Introduction

The GloFAS v4.0 hydrological model performance was evaluated in the model calibration context in GloFAS v4 calibration hydrological model performance, using only the 1995 stations involved in the calibration, verified using the full longterm run (produced within the calibration excercise) and the KGE and the three component scores.

On this page, the model performance is analysed over the final v4.0 reanalysis time series (https://cds.climate.copernicus.eu/cdsapp#!/dataset/cems-glofas-historical?tab=overview; which is not expected to be noticeably different to the one used in the calibration evaluation). This v4.0 simulation is then compared to the previous v3.1 simulation. A major change in the new v4.0 is the higher resolution with 3 arcmin resolution river network, instead of the earlier 6 arcmin in v3.1. On the plots below the teo GloFAs model version is denoted as GloFAS-6m-Lisflood (v3.1) and GloFAS-3m-Lisflood (v4.0).
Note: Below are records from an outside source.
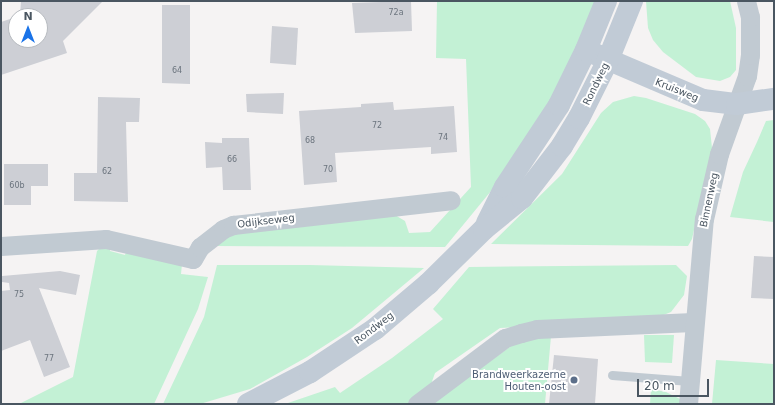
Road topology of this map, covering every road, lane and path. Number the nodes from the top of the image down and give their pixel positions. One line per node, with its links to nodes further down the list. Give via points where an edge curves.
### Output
1 (606, 1): 4 (main road, Rondweg)
2 (632, 1): 5 (main road, Rondweg)
3 (746, 1): 7 (street, Binnenweg, via 750,17 750,55 747,76)
4 (586, 50): 5 (main road, Kruisweg); 9 (main road, Rondweg, via 559,105 505,187)
5 (608, 60): 7 (main road, Kruisweg, via 694,98); 9 (main road, Rondweg, via 579,118 545,170 522,198)
6 (768, 100): 7 (main road, Kruisweg)
7 (737, 104): 11 (street, Binnenweg, via 725,133 706,211)
8 (451, 200): 10 (street, Odijkseweg, via 233,225 223,229 200,247 193,259 106,239)
9 (484, 229): 14 (main road, Rondweg, via 428,284 374,329 310,372)
10 (1, 246)
11 (693, 322): 13 (street, Binnenweg); 15 (street, via 536,329 520,333 506,338)
12 (612, 375): 13 (lane)
13 (690, 381): 16 (street, Binnenweg)
14 (248, 404)
15 (417, 404)
16 (688, 404)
Details on methodologies of the station selection and other aspects of the verification, including the used metrics, are available on the verification methodology page (place holder GloFAS hydrological performance verification methodology).

Executive summary

The general hydrological model performance verification was based on a network of 2293 catchments with at least 1 year of observations, including two subsets of either the fully calibrated stations and the non-calibrated stations, both with no larger reservoir or lake influences. Although this network provides a relatively good global coverage, still some areas of the world are poorly observed with no or very few stations, or too short observation records. The verification analysis can be summarised by few main conclusions:

  • The new higher resolution v4.0 simulation shows a large skill improvement with the KGE increasing by about 0.22 (KGE range 1 to minus infinity,with typical KGE range of 0.4-0.9, although very low KGE values, well below 0, are also possible for very poorly simulated catchments) on average, with the median increasing from 0.31 to 0.65, when all possible stations are considered. The detailed analysis highlights that when only the calibrated stations are considered in both model versions, the improvement is a more moderate 0.08, while with the non-calibrated (in either models) stations it is a higher 0.82 KGE increase, although most likely on occasionally very low KGE reference in v3.1. This suggests, that the improvements in v4.0 do not just come from the better model with higher resolution and better underlying state maps (which is shown by the calibration comparison), or the obviously better performance in v4.0 due to the much large number of calibration stations, i.e. 1995 vs 1226, but will also come from improvements over non-calibrated catchments, thanks to the new parameter regionalisation approach. 
  • GloFAS v4.0 hugely improved the bias errors in the reanalysis simulation by about 0.22 on average (bias ranges from -1 to infinity, with typical values not far from 0), with even higher improvements in the non-calibrated station network. However, there are still very large bias errors remaining in quite many areas in the tropical or subtropical band of the world in v4.0. These catchments can show bias ratio errors with at least doubling the observed mean in the simulation. The large bias error differences seem to be the dominant factor in determining the changes (dominantly improvements) in KGE.
  • The variability errors in the simulation got also largely improved by v4.0 by about 0.07 (variability has the same value range as bias) on average, with still some larger variability errors remaining mainly in the tropical areas, relatively similar to the bias behaviour, just with less extreme error levels.
  • The correlation aspect of the simulation shows a lot of geographical variability in the v4.0 vs v3.1 differences, but still correlation does not seem to improve in v4.0 on average. There is basically no noticeable change in the median correlation values of the verified stations.  
  • The timing error also shows large geographical variability, similarly to the correlation, but the error statistics highlight generally no or only very little timing improvement in v4.0. 

Observation availability

All stations are considered in this general analysis, which have at least 1 year of good enough quality observation data in the 1979-2021 period (while it was at least 4 years for the calibration), supplemented also with a separate station network without larger noticeable impact of reservoirs or lakes. In total, 2293 stations were considered for the general v4.0 verification with all stations (Figuyre 1, left column), 996 for the v4.0 vs v3.1 model comparison with stations used in both calibrations (Figure 1, middle column) and also a third set with 233 stations that were not used in either calibrations (Figure 1, 3rd right column). The later two station networks did not include those stations that had larger reservoir or lake impact.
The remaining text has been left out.